[Data records Boundary: Start]

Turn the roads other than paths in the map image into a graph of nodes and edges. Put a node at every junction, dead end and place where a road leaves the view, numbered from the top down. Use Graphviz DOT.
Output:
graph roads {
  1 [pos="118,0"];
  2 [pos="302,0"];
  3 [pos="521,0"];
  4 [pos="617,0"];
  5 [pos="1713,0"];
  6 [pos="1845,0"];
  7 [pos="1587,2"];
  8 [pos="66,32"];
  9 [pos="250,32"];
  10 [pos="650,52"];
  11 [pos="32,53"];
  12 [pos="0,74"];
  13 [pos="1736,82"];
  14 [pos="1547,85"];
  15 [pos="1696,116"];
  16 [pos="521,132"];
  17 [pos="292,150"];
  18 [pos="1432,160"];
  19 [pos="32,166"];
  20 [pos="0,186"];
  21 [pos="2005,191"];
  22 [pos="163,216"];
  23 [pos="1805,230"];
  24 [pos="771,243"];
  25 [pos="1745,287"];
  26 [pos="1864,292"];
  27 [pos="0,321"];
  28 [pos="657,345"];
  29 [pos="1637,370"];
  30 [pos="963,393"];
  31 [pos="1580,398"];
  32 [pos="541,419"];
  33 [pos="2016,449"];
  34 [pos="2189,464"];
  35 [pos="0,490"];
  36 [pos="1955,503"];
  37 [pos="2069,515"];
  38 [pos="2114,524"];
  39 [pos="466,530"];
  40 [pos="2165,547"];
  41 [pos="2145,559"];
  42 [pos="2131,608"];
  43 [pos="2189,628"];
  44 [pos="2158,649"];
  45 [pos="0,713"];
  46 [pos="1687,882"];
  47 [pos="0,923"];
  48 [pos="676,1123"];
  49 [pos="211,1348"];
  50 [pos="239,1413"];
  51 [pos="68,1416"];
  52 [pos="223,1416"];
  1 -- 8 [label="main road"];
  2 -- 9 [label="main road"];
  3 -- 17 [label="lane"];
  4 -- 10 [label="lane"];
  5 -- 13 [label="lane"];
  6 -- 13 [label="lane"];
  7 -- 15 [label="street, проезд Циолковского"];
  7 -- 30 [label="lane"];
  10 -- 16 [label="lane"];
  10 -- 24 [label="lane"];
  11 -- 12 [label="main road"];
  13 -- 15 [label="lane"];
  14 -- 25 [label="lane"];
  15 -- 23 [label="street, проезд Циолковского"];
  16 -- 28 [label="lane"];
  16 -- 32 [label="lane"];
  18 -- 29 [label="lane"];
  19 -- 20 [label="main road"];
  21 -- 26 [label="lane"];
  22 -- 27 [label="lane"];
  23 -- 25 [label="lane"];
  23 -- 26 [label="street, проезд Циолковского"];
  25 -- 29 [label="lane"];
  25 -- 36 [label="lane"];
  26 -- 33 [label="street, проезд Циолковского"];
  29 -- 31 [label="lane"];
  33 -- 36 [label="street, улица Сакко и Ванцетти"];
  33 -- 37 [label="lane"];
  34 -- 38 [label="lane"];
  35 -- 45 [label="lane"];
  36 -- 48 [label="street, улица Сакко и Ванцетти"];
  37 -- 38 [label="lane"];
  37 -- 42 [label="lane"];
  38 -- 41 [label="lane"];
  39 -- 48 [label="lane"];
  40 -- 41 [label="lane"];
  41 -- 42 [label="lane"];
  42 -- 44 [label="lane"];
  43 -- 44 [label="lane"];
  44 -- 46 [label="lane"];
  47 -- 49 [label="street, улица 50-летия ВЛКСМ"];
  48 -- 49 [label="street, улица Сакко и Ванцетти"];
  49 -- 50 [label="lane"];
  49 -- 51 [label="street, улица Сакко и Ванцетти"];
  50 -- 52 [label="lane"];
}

[Data records Boundary: End]

• _Task details_:
Copy out each line of the listing that holds "Сакко".

• _Response box_:
  33 -- 36 [label="street, улица Сакко и Ванцетти"];
  36 -- 48 [label="street, улица Сакко и Ванцетти"];
  48 -- 49 [label="street, улица Сакко и Ванцетти"];
  49 -- 51 [label="street, улица Сакко и Ванцетти"];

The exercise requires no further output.